What is expected: Your answer must be one number: the count of lines below that include "image".

Entries shown:
########################################
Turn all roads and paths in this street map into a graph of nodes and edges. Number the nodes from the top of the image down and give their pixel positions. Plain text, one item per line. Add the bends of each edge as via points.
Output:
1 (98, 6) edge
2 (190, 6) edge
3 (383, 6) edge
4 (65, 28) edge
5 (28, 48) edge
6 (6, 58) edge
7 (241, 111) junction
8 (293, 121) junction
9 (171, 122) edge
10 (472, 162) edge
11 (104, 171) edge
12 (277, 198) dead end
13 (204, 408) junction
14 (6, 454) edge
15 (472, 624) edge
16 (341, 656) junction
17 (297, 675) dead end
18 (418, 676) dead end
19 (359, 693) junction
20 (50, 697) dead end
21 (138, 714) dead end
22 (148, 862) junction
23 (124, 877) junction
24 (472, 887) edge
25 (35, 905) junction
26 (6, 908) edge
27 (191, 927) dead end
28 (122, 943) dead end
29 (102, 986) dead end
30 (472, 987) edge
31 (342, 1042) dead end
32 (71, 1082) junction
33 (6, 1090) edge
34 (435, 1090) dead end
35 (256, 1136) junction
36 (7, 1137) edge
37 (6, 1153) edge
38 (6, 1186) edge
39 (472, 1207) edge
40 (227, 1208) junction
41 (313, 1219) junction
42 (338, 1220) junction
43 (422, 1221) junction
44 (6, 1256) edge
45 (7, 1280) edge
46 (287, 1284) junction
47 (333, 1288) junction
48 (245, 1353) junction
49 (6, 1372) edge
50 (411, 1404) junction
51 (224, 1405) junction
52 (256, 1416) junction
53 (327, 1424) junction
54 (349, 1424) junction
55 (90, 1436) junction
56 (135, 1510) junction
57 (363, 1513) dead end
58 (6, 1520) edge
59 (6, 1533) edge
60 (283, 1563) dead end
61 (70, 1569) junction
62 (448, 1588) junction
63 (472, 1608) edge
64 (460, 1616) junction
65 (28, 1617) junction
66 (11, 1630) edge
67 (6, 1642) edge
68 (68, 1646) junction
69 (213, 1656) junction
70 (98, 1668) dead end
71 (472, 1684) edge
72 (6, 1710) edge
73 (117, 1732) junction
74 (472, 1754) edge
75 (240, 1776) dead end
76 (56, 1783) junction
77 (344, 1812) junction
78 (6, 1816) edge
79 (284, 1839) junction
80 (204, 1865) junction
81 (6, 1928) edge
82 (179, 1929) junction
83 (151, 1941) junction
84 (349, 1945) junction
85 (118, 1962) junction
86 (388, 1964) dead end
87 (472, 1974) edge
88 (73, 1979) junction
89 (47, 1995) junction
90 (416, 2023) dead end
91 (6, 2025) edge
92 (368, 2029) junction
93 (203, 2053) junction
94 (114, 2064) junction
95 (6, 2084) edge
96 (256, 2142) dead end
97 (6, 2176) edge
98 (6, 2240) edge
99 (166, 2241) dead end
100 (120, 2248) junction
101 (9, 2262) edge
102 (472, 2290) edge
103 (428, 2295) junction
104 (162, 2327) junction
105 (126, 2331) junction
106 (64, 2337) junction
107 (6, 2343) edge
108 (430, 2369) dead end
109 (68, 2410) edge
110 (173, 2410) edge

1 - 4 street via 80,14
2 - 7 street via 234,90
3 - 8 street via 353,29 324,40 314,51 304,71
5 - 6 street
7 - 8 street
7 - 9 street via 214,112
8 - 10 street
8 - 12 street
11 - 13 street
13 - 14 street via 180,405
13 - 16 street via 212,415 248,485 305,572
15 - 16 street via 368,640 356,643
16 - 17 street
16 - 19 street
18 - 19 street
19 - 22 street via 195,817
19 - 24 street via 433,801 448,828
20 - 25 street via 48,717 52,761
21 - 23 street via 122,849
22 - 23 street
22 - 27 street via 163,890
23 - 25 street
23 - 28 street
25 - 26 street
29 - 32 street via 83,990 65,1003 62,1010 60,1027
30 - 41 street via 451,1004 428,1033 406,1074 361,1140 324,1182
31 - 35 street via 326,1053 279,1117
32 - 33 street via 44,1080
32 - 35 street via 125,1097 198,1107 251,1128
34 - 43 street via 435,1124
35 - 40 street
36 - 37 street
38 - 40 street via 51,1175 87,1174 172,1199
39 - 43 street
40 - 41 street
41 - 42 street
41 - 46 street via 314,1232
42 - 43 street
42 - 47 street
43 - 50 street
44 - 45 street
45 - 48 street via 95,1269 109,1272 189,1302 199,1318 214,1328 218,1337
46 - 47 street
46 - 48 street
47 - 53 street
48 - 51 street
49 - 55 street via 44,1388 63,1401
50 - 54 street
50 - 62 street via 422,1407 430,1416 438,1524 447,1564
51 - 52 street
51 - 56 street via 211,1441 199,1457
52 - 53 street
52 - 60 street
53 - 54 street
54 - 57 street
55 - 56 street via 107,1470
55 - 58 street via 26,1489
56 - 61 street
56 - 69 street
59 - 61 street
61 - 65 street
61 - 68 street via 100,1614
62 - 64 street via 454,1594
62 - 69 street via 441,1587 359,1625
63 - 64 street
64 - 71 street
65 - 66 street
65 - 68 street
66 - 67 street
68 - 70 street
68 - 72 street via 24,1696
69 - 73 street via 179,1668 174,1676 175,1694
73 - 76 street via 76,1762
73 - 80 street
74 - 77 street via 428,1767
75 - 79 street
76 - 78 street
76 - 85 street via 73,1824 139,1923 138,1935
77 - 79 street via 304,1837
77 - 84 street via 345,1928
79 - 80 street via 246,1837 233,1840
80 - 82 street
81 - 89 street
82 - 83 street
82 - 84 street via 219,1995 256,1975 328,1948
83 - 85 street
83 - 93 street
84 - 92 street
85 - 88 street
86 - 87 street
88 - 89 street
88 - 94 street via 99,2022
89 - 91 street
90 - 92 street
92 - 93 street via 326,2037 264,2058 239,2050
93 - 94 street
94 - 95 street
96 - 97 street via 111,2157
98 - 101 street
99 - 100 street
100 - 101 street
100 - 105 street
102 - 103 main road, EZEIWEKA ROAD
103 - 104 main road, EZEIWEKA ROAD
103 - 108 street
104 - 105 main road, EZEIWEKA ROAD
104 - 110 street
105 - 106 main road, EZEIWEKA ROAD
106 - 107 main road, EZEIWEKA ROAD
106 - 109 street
########################################
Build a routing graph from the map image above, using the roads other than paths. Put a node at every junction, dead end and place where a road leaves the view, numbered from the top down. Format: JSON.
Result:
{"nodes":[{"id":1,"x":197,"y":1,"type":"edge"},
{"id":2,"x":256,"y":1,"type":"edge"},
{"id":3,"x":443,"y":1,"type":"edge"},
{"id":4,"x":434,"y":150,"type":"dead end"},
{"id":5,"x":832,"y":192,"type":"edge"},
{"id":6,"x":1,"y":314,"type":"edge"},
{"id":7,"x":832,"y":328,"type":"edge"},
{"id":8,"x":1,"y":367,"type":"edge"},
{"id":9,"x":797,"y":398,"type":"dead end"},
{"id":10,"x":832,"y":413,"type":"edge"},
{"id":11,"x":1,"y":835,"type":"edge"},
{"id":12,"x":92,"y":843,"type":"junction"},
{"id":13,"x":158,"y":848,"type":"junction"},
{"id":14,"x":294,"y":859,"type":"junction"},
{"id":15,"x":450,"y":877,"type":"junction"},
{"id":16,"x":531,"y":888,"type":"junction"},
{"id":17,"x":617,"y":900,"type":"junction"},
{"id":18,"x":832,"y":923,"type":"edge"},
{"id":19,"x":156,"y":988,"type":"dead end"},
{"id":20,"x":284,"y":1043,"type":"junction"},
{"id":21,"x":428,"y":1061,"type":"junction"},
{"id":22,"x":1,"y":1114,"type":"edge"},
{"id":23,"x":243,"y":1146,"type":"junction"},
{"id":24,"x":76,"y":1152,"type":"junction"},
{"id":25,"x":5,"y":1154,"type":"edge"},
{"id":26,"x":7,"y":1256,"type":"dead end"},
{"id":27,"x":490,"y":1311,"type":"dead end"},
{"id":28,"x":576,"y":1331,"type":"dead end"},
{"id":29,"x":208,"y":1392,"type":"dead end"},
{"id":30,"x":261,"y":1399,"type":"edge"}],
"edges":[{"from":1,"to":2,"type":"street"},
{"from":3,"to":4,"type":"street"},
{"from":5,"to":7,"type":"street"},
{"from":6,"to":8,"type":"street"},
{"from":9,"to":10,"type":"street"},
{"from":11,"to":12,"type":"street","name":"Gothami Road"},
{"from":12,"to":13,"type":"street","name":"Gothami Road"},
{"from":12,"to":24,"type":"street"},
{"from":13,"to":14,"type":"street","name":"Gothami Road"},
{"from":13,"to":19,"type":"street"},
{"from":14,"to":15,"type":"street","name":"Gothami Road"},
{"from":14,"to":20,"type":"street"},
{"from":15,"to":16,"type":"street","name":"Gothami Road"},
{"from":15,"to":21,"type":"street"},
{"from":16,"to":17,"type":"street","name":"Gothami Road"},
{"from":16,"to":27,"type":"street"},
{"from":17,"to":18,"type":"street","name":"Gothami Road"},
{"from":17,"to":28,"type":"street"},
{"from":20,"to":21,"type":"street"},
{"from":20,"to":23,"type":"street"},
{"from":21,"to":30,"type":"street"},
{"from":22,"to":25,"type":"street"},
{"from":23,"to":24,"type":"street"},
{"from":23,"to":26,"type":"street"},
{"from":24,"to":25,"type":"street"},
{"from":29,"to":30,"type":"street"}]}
########################################
Answer space: 2